Dans le premier cas, le juge de Biskra a invoqué, pour justifier la condamnation, l’article 142 bis 2 du code pénal qui prévoit des peines de 3 à 5 ans de prison pour quiconque « offensera le Prophète et dénigrera les dogmes de l’Islam par voie d’écrit, de dessin, de déclaration et de tout autre moyen ». Cependant, cette disposition récente (elle date de 2001) ne concerne à priori que les journalistes. S’alimenter pendant le ramadan n’est pas illégal, alors que la loi et la Constitution algérienne garantissent en principe la liberté de culte, de conscience et d’opinion. Le « délit » pour lequel ont été condamnés les prévenus ne correspond à aucune qualification pénale.

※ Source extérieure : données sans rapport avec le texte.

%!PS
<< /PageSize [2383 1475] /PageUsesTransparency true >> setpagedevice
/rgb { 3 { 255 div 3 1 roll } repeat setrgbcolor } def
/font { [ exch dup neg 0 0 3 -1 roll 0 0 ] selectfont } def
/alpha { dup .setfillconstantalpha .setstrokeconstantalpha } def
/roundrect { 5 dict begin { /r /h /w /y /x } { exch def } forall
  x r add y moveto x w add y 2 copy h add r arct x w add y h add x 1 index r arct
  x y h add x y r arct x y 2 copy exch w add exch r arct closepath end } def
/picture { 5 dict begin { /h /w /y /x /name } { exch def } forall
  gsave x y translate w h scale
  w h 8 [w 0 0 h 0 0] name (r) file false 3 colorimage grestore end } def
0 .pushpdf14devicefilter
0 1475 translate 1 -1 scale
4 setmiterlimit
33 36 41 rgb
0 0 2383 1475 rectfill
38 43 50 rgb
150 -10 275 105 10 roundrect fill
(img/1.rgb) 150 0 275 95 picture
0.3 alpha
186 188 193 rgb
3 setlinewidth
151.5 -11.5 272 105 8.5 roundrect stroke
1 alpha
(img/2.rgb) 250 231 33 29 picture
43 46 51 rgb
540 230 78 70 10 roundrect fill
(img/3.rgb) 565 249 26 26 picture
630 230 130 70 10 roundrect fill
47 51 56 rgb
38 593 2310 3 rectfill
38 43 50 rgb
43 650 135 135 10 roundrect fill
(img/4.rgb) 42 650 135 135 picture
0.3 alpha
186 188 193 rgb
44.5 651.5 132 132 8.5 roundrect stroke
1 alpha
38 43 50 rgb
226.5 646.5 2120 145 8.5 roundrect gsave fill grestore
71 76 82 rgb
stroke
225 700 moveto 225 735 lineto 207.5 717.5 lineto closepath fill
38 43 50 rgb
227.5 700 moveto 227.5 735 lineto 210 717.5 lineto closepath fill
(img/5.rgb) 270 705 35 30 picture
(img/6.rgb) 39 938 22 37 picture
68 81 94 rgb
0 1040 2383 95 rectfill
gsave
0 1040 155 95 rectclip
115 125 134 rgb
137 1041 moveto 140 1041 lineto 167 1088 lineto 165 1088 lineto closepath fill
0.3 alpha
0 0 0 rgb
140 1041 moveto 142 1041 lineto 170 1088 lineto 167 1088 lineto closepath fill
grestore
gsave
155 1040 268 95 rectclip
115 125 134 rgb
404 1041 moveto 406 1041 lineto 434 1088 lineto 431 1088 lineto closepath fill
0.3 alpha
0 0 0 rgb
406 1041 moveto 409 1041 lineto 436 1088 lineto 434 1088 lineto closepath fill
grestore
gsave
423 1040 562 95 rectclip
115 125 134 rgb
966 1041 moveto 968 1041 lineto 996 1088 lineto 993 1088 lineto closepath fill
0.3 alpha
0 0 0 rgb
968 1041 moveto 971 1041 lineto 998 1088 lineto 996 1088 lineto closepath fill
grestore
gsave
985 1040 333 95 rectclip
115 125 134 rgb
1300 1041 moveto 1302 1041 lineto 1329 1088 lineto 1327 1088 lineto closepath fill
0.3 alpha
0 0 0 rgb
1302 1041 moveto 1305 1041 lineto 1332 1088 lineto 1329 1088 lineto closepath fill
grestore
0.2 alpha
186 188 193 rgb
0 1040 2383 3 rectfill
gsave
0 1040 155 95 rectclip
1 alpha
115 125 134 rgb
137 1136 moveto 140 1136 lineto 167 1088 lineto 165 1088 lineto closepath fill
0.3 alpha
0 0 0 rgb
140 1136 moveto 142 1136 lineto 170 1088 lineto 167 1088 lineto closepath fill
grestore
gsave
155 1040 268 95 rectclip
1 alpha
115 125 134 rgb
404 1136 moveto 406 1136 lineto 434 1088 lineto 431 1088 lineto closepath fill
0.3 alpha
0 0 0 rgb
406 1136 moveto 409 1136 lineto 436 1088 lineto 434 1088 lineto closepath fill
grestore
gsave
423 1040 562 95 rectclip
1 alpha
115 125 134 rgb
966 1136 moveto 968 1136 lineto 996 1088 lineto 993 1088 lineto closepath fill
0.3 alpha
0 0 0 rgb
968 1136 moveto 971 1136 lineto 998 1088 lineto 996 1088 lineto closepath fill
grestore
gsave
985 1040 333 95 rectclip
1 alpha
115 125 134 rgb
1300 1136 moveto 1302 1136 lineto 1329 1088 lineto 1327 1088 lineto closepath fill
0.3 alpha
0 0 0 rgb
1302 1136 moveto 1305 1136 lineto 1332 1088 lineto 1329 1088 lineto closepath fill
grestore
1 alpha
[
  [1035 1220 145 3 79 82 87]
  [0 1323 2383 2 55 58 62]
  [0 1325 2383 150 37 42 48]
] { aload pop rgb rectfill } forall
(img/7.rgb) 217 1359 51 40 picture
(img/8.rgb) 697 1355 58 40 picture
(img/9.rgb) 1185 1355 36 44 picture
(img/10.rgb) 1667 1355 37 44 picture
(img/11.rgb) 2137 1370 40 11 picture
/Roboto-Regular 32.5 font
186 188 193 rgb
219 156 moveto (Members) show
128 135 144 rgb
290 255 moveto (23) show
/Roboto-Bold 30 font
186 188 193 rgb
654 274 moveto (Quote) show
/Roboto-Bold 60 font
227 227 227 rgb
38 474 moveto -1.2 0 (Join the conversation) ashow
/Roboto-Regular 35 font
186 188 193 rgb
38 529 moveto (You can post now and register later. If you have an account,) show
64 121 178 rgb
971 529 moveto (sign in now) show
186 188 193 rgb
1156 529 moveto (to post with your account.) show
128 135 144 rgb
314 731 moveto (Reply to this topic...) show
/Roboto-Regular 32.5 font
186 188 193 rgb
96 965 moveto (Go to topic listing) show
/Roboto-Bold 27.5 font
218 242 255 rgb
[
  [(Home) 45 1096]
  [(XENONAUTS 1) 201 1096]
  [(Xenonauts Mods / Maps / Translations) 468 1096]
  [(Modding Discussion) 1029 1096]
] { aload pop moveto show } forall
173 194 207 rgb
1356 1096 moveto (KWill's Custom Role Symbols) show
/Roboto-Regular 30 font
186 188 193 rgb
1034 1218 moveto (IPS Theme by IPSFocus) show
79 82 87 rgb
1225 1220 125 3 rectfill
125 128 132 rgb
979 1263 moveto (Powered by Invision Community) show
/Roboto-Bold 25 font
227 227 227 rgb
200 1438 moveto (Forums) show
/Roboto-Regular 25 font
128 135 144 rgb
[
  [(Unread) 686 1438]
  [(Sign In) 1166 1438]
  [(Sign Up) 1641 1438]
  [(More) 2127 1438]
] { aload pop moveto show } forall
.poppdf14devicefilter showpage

Dans le second cas, Samia Smeta, une jeune femme de 26 ans, a été condamnée à dix ans de détention. Selon son avocate, la sanction est tombée alors qu’elle était jugée sans défense légale, sans que les faits soient prouvés et sur la seule fois d’accusation portées par ses codétenues (Samia était en effet déjà incarcérée pour une peine de droit civil). Le quotidien El Watan du 21 octobre 2008 cite à ce sujet un spécialiste en droit criminel, qui affirme que la sévérité du tribunal est sans précédent : « Le juge a en effet prononcé la peine maximale sans accorder les circonstances atténuantes, sachant que le témoignage des détenues n’est pas considéré comme preuve de première fiabilité et sachant aussi que la prévenue n’est pas une récidiviste en la matière. Ce n’est pas la personne humaine, mais le délit qui a été pris en compte. »
Dans ces deux cas, des médias algériens se sont indigné des jugements de Biskra et les sentences ont été annulées en appel (bien que le représentant du ministère public ait requis dans son réquisitoire en appel la confirmation de la peine frappant Samia). C’est une très bonne chose. Cependant, l’accusation de (soit disant) offense à l’islam est de plus en plus fréquemment brandie en Algérie. La pression intégriste se maintient, elle qui a déjà imposée un nouveau code la famille très rétrograde et répressif.
Des initiatives de solidarité internationale ont été engagées après les condamnations de Biskra. Mais cela reste très insuffisant au regard de la situation des droits en Algérie. Les « errements » du juge de Biskra doivent être pris comme de nouveaux et sérieux avertissements.